++++ Dataset excerpts

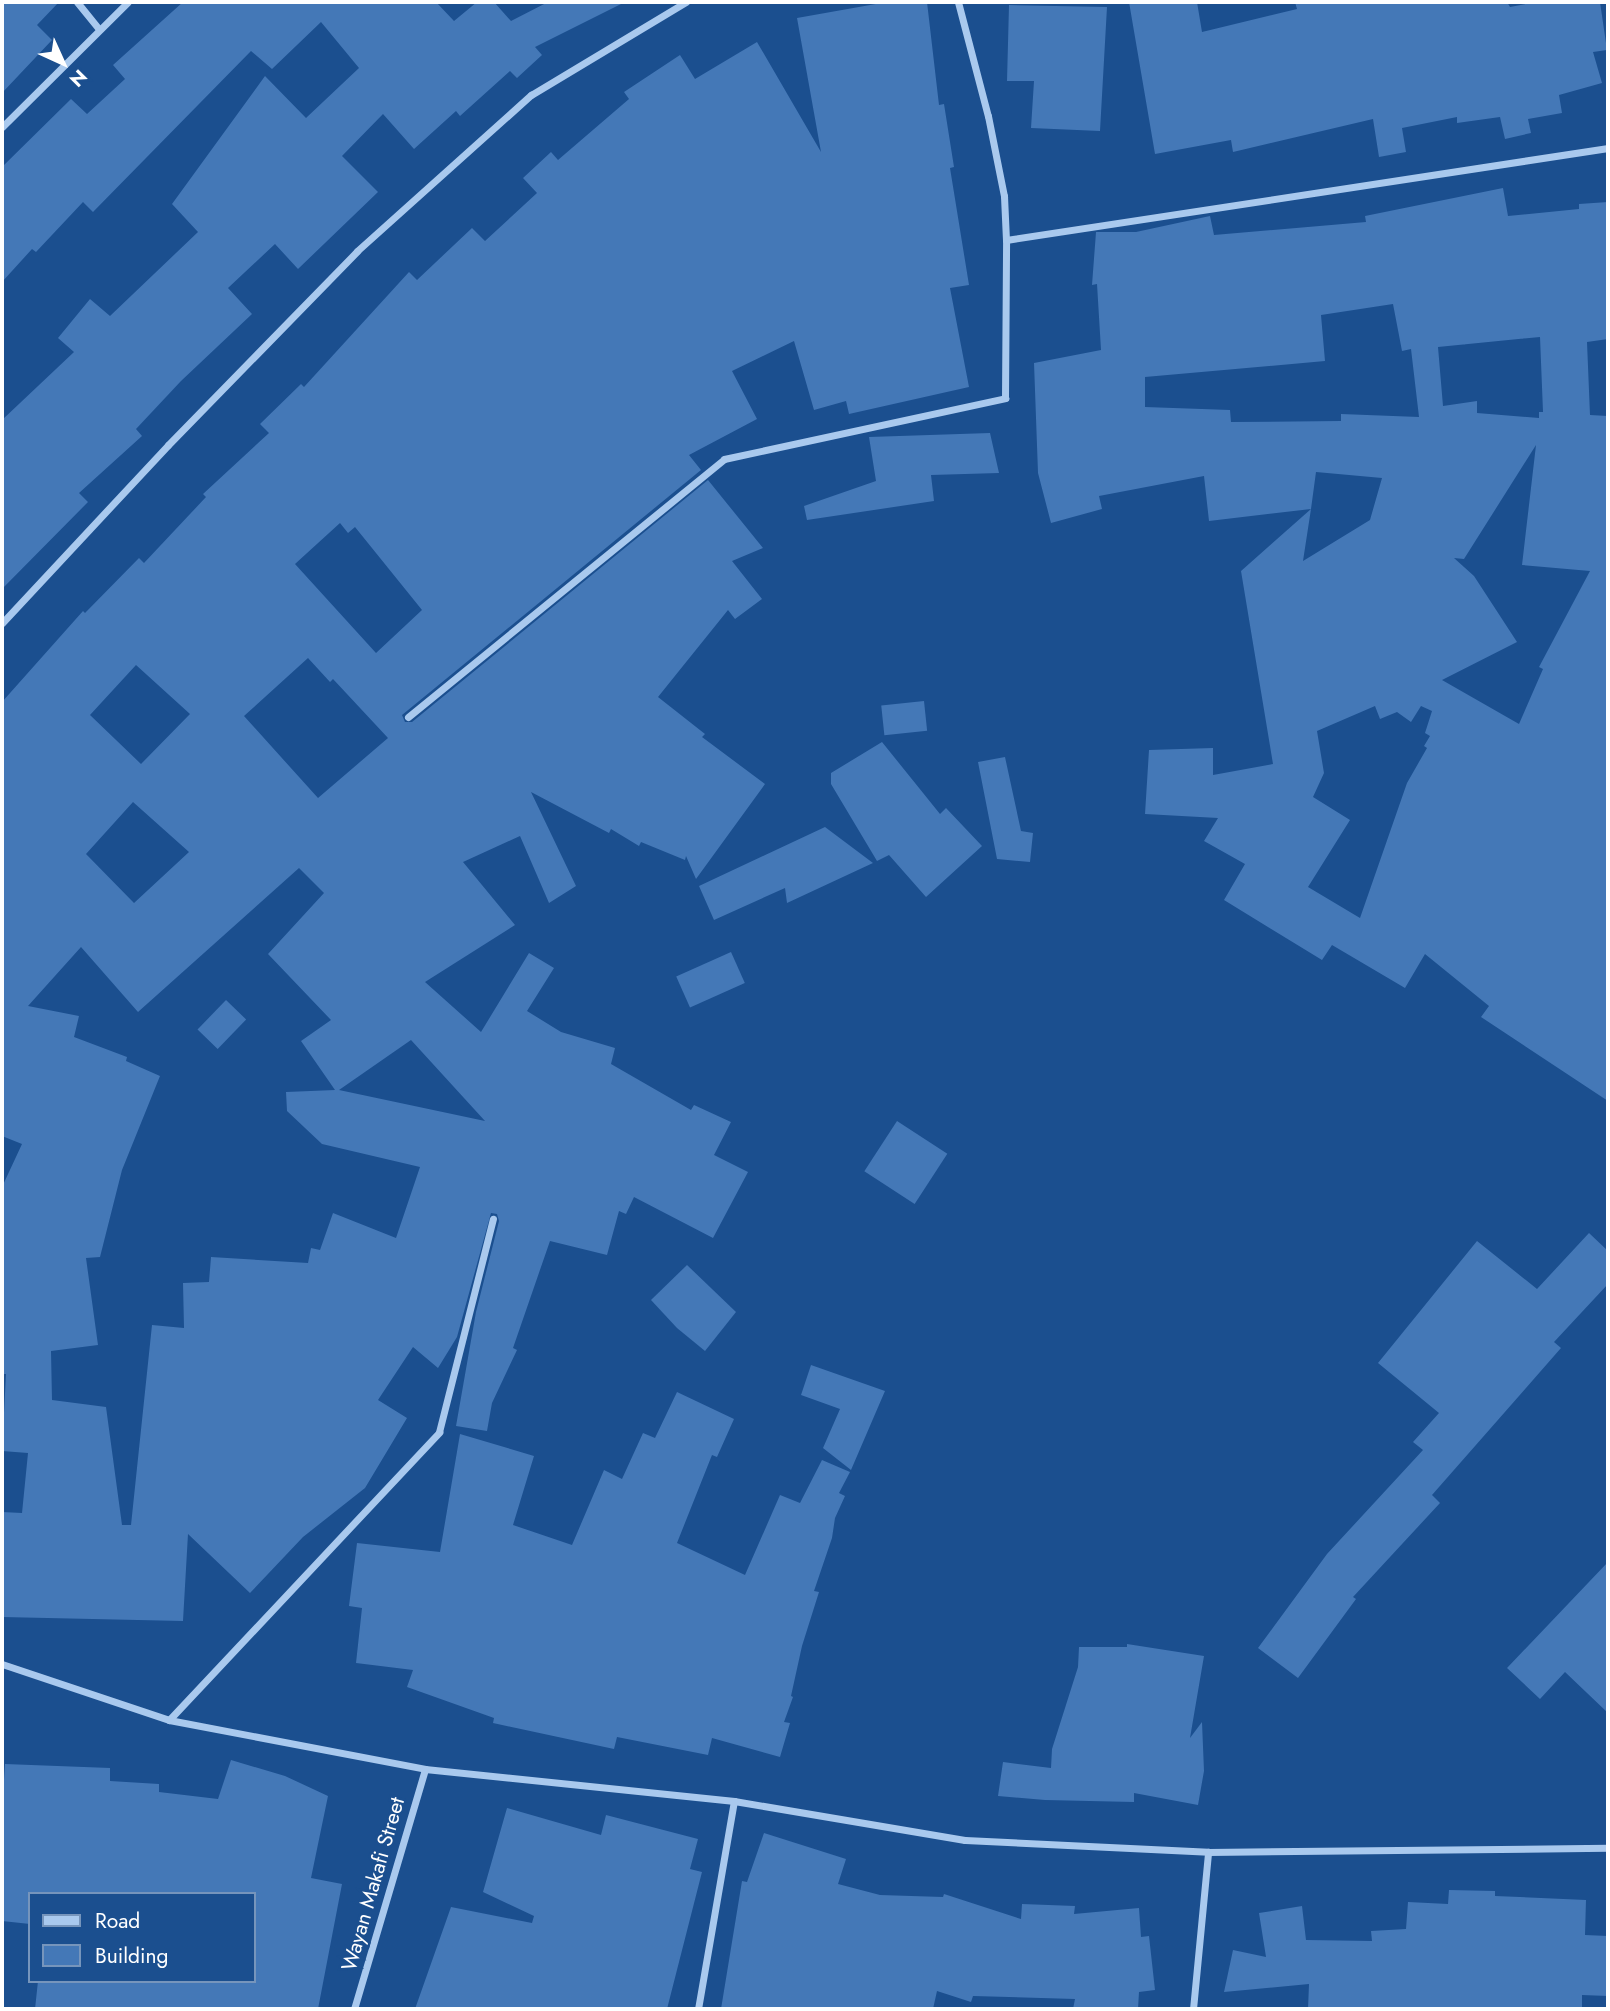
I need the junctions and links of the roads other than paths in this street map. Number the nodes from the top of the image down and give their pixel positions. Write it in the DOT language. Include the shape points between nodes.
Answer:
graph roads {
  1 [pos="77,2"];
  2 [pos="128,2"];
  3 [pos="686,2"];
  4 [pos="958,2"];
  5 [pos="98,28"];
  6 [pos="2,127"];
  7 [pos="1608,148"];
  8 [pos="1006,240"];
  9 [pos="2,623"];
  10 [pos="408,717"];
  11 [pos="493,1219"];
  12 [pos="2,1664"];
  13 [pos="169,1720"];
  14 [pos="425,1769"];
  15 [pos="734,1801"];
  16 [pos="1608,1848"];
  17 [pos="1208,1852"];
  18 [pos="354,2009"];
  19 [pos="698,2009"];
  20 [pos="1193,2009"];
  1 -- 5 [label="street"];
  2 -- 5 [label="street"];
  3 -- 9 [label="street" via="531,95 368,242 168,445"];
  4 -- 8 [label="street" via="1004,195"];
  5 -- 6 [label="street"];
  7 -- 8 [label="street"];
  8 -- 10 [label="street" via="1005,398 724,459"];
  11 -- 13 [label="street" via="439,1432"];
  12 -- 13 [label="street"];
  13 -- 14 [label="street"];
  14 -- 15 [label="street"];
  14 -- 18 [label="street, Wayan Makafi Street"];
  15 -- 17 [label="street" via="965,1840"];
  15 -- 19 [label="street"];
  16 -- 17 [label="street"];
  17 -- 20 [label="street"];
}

++++++++

Transcribe every line of the records exactly. Pictures do not belong in the copy.

> **Solution**
I need the junctions and links of the roads other than paths in this street map. Number the nodes from the top of the image down and give their pixel positions. Write it in the DOT language. Include the shape points between nodes.
Answer:
graph roads {
  1 [pos="77,2"];
  2 [pos="128,2"];
  3 [pos="686,2"];
  4 [pos="958,2"];
  5 [pos="98,28"];
  6 [pos="2,127"];
  7 [pos="1608,148"];
  8 [pos="1006,240"];
  9 [pos="2,623"];
  10 [pos="408,717"];
  11 [pos="493,1219"];
  12 [pos="2,1664"];
  13 [pos="169,1720"];
  14 [pos="425,1769"];
  15 [pos="734,1801"];
  16 [pos="1608,1848"];
  17 [pos="1208,1852"];
  18 [pos="354,2009"];
  19 [pos="698,2009"];
  20 [pos="1193,2009"];
  1 -- 5 [label="street"];
  2 -- 5 [label="street"];
  3 -- 9 [label="street" via="531,95 368,242 168,445"];
  4 -- 8 [label="street" via="1004,195"];
  5 -- 6 [label="street"];
  7 -- 8 [label="street"];
  8 -- 10 [label="street" via="1005,398 724,459"];
  11 -- 13 [label="street" via="439,1432"];
  12 -- 13 [label="street"];
  13 -- 14 [label="street"];
  14 -- 15 [label="street"];
  14 -- 18 [label="street, Wayan Makafi Street"];
  15 -- 17 [label="street" via="965,1840"];
  15 -- 19 [label="street"];
  16 -- 17 [label="street"];
  17 -- 20 [label="street"];
}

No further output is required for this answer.